↓

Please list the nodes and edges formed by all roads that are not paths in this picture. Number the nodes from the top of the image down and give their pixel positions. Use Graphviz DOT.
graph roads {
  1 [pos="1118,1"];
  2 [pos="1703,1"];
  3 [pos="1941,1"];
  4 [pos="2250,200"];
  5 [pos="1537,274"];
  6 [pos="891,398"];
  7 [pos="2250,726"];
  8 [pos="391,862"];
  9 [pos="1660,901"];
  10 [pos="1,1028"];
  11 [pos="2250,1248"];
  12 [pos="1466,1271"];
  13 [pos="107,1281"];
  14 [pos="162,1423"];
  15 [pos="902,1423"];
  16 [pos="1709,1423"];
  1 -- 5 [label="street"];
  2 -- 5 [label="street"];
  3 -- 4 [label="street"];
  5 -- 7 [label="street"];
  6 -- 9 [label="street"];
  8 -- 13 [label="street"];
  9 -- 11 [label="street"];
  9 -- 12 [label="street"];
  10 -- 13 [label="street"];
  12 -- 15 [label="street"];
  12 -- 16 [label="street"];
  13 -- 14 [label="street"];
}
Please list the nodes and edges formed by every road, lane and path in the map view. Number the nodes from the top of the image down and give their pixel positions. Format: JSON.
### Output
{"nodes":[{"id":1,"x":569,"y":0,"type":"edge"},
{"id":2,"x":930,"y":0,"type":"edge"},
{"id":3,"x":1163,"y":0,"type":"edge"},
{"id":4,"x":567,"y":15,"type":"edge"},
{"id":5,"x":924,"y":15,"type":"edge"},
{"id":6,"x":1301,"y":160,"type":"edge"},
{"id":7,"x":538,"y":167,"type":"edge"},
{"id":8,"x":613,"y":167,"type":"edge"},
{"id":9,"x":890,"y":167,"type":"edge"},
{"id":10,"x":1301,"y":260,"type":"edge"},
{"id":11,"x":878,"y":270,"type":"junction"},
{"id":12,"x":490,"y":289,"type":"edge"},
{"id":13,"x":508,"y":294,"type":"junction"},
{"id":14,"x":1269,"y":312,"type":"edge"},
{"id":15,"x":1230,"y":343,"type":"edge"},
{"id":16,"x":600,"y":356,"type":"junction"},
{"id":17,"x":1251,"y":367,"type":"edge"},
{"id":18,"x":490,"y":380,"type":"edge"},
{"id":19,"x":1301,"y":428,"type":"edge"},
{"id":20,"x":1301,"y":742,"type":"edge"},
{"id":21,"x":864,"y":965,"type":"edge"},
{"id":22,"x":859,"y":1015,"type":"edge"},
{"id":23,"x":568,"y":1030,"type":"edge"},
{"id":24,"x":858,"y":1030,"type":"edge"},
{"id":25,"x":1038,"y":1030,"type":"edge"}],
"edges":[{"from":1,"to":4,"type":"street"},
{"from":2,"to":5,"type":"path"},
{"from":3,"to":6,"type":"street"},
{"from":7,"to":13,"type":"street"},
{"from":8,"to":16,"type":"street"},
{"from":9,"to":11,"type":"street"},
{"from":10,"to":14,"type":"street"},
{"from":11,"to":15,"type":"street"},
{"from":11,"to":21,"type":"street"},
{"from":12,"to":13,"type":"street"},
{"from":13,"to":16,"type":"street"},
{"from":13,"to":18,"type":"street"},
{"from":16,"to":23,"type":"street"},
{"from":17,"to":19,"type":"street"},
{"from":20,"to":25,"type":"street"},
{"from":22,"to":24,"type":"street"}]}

↑

» **THE PROBLEM**: For this exercise, output the entries above exactly as written.

» **TASK ANSWER**:
Please list the nodes and edges formed by all roads that are not paths in this picture. Number the nodes from the top of the image down and give their pixel positions. Use Graphviz DOT.
graph roads {
  1 [pos="1118,1"];
  2 [pos="1703,1"];
  3 [pos="1941,1"];
  4 [pos="2250,200"];
  5 [pos="1537,274"];
  6 [pos="891,398"];
  7 [pos="2250,726"];
  8 [pos="391,862"];
  9 [pos="1660,901"];
  10 [pos="1,1028"];
  11 [pos="2250,1248"];
  12 [pos="1466,1271"];
  13 [pos="107,1281"];
  14 [pos="162,1423"];
  15 [pos="902,1423"];
  16 [pos="1709,1423"];
  1 -- 5 [label="street"];
  2 -- 5 [label="street"];
  3 -- 4 [label="street"];
  5 -- 7 [label="street"];
  6 -- 9 [label="street"];
  8 -- 13 [label="street"];
  9 -- 11 [label="street"];
  9 -- 12 [label="street"];
  10 -- 13 [label="street"];
  12 -- 15 [label="street"];
  12 -- 16 [label="street"];
  13 -- 14 [label="street"];
}
Please list the nodes and edges formed by every road, lane and path in the map view. Number the nodes from the top of the image down and give their pixel positions. Format: JSON.
### Output
{"nodes":[{"id":1,"x":569,"y":0,"type":"edge"},
{"id":2,"x":930,"y":0,"type":"edge"},
{"id":3,"x":1163,"y":0,"type":"edge"},
{"id":4,"x":567,"y":15,"type":"edge"},
{"id":5,"x":924,"y":15,"type":"edge"},
{"id":6,"x":1301,"y":160,"type":"edge"},
{"id":7,"x":538,"y":167,"type":"edge"},
{"id":8,"x":613,"y":167,"type":"edge"},
{"id":9,"x":890,"y":167,"type":"edge"},
{"id":10,"x":1301,"y":260,"type":"edge"},
{"id":11,"x":878,"y":270,"type":"junction"},
{"id":12,"x":490,"y":289,"type":"edge"},
{"id":13,"x":508,"y":294,"type":"junction"},
{"id":14,"x":1269,"y":312,"type":"edge"},
{"id":15,"x":1230,"y":343,"type":"edge"},
{"id":16,"x":600,"y":356,"type":"junction"},
{"id":17,"x":1251,"y":367,"type":"edge"},
{"id":18,"x":490,"y":380,"type":"edge"},
{"id":19,"x":1301,"y":428,"type":"edge"},
{"id":20,"x":1301,"y":742,"type":"edge"},
{"id":21,"x":864,"y":965,"type":"edge"},
{"id":22,"x":859,"y":1015,"type":"edge"},
{"id":23,"x":568,"y":1030,"type":"edge"},
{"id":24,"x":858,"y":1030,"type":"edge"},
{"id":25,"x":1038,"y":1030,"type":"edge"}],
"edges":[{"from":1,"to":4,"type":"street"},
{"from":2,"to":5,"type":"path"},
{"from":3,"to":6,"type":"street"},
{"from":7,"to":13,"type":"street"},
{"from":8,"to":16,"type":"street"},
{"from":9,"to":11,"type":"street"},
{"from":10,"to":14,"type":"street"},
{"from":11,"to":15,"type":"street"},
{"from":11,"to":21,"type":"street"},
{"from":12,"to":13,"type":"street"},
{"from":13,"to":16,"type":"street"},
{"from":13,"to":18,"type":"street"},
{"from":16,"to":23,"type":"street"},
{"from":17,"to":19,"type":"street"},
{"from":20,"to":25,"type":"street"},
{"from":22,"to":24,"type":"street"}]}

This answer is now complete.